> Your goal: Filter the entries down to the lines containing "Cuarta", and copy those lines.

> Provided material:

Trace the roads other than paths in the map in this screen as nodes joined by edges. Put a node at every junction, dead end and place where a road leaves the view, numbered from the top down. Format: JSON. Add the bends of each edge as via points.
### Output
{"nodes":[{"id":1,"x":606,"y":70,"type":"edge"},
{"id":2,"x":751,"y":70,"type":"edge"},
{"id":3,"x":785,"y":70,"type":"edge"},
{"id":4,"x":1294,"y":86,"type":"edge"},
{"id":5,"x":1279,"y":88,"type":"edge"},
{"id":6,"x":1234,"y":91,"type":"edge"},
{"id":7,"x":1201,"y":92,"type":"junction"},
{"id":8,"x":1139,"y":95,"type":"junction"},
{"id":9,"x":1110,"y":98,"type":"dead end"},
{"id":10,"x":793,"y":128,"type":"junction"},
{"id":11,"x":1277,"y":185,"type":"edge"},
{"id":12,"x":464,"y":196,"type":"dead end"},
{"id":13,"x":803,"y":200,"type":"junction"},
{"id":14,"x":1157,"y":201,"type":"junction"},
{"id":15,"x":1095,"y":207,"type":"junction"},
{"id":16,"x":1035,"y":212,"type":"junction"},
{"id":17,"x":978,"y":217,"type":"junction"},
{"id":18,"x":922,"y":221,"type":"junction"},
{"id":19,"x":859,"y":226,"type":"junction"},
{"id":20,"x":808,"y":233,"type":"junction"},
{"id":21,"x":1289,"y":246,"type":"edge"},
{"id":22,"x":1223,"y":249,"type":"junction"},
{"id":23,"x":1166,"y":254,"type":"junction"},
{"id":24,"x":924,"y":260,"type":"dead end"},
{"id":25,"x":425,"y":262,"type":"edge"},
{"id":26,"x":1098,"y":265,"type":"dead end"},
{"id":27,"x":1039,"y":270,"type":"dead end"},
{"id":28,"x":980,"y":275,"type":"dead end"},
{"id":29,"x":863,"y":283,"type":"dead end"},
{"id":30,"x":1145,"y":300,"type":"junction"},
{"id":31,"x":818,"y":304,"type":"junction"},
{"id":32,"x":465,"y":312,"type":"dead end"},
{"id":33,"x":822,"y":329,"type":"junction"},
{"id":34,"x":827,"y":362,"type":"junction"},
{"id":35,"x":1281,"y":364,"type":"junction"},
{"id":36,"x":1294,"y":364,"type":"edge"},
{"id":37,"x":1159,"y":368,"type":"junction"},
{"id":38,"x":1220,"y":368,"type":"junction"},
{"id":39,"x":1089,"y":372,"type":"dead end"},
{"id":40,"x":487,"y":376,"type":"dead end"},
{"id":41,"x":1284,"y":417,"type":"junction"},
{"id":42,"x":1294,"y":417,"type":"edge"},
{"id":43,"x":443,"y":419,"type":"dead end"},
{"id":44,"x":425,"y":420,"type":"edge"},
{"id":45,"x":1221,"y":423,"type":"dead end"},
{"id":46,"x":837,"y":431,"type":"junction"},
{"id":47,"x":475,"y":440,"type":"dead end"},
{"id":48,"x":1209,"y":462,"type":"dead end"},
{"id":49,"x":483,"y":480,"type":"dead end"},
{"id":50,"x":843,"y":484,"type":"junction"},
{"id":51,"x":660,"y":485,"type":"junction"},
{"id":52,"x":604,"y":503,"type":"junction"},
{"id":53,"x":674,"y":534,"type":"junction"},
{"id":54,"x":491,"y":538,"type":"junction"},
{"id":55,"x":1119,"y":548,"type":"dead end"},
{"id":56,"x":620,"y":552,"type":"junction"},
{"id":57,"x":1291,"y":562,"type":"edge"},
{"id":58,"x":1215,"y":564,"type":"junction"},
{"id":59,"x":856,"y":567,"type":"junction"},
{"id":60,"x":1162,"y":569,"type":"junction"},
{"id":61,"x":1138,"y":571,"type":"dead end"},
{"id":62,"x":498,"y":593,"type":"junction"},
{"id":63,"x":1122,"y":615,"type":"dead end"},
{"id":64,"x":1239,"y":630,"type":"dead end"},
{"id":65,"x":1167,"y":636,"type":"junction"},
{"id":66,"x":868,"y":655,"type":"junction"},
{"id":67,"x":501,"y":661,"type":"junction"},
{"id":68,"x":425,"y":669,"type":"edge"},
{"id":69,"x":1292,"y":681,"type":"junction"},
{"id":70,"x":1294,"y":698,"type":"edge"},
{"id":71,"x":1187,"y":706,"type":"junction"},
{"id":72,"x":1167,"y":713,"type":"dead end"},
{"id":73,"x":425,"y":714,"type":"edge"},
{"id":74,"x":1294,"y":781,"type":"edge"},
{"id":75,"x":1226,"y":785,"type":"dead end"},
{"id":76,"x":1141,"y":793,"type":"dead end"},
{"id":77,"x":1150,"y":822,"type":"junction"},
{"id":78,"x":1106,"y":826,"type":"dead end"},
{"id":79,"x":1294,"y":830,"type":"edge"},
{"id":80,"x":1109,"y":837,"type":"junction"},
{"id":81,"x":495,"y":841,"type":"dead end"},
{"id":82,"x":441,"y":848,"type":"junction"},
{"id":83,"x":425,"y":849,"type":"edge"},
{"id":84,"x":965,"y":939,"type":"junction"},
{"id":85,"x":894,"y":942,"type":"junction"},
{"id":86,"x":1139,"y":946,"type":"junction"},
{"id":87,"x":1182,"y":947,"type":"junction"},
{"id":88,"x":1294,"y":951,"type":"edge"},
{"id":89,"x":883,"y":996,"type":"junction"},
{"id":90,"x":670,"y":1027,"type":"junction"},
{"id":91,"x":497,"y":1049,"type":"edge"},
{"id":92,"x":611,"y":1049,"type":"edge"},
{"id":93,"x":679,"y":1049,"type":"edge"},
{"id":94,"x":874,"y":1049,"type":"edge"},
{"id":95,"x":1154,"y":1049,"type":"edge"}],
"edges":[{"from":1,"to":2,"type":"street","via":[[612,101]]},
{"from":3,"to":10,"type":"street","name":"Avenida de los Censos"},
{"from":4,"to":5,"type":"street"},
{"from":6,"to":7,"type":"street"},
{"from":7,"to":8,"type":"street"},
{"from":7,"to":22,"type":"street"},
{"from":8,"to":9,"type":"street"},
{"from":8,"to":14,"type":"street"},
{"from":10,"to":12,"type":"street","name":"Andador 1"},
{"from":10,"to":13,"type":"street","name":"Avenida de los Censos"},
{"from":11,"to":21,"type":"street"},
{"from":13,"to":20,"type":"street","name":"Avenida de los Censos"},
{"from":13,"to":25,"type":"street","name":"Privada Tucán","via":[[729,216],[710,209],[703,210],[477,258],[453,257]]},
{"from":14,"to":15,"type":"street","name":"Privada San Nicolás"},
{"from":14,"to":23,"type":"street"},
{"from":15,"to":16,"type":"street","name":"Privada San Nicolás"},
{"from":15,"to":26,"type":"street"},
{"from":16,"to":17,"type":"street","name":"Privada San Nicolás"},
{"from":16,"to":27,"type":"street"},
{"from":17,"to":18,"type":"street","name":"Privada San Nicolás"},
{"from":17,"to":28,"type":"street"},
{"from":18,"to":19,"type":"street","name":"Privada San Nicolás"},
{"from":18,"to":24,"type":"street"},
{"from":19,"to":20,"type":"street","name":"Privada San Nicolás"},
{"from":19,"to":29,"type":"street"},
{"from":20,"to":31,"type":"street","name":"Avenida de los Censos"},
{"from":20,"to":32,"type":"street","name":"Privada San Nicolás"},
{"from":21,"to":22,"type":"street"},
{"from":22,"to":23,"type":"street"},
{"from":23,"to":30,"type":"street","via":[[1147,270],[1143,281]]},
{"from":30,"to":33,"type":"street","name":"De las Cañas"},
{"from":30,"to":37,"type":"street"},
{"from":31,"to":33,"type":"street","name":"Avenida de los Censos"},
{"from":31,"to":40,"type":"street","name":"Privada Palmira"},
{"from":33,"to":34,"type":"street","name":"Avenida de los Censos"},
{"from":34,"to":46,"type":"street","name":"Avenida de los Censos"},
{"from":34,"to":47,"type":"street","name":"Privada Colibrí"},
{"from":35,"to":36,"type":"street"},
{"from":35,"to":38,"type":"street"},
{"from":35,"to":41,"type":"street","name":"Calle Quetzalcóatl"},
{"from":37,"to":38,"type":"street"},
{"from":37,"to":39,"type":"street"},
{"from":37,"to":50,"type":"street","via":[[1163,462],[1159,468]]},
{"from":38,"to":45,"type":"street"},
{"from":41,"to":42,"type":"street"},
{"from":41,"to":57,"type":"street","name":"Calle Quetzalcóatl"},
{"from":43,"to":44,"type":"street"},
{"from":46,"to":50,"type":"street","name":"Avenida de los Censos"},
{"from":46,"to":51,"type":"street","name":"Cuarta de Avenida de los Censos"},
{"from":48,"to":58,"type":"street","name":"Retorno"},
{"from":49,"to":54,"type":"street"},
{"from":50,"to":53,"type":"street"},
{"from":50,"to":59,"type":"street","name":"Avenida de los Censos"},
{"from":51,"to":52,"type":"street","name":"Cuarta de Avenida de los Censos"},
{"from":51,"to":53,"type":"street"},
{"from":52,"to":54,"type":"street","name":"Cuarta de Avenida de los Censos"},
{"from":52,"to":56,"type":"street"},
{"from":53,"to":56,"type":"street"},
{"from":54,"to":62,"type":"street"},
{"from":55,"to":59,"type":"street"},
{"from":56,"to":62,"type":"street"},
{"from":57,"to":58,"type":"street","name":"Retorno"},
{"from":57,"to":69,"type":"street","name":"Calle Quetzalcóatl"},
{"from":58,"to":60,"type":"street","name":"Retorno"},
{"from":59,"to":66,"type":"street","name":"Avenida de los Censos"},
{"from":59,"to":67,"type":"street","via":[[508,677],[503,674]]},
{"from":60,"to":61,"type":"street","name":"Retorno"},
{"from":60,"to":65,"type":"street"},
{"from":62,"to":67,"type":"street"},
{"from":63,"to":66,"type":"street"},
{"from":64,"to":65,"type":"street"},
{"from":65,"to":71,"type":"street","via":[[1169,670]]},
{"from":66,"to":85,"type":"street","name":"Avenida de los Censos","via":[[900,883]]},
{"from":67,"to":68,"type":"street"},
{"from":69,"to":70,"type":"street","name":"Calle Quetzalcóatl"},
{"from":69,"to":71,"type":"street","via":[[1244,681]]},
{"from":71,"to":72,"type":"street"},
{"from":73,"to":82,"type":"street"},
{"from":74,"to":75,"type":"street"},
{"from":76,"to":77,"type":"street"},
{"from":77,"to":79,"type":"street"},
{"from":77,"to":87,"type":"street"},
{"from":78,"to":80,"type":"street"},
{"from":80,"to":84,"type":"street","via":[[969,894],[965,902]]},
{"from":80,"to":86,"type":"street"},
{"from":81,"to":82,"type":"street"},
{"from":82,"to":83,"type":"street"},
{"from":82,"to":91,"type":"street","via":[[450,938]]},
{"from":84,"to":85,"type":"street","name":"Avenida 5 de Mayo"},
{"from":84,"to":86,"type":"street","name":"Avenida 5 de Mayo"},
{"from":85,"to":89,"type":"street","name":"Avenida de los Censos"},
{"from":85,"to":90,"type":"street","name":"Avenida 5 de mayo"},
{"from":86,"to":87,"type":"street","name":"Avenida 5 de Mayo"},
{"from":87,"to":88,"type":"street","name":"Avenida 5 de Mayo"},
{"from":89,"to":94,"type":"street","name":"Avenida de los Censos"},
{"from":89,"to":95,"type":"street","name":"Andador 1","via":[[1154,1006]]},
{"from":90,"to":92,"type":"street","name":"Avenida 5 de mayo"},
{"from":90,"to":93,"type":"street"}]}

> Reply:
{"from":46,"to":51,"type":"street","name":"Cuarta de Avenida de los Censos"},
{"from":51,"to":52,"type":"street","name":"Cuarta de Avenida de los Censos"},
{"from":52,"to":54,"type":"street","name":"Cuarta de Avenida de los Censos"},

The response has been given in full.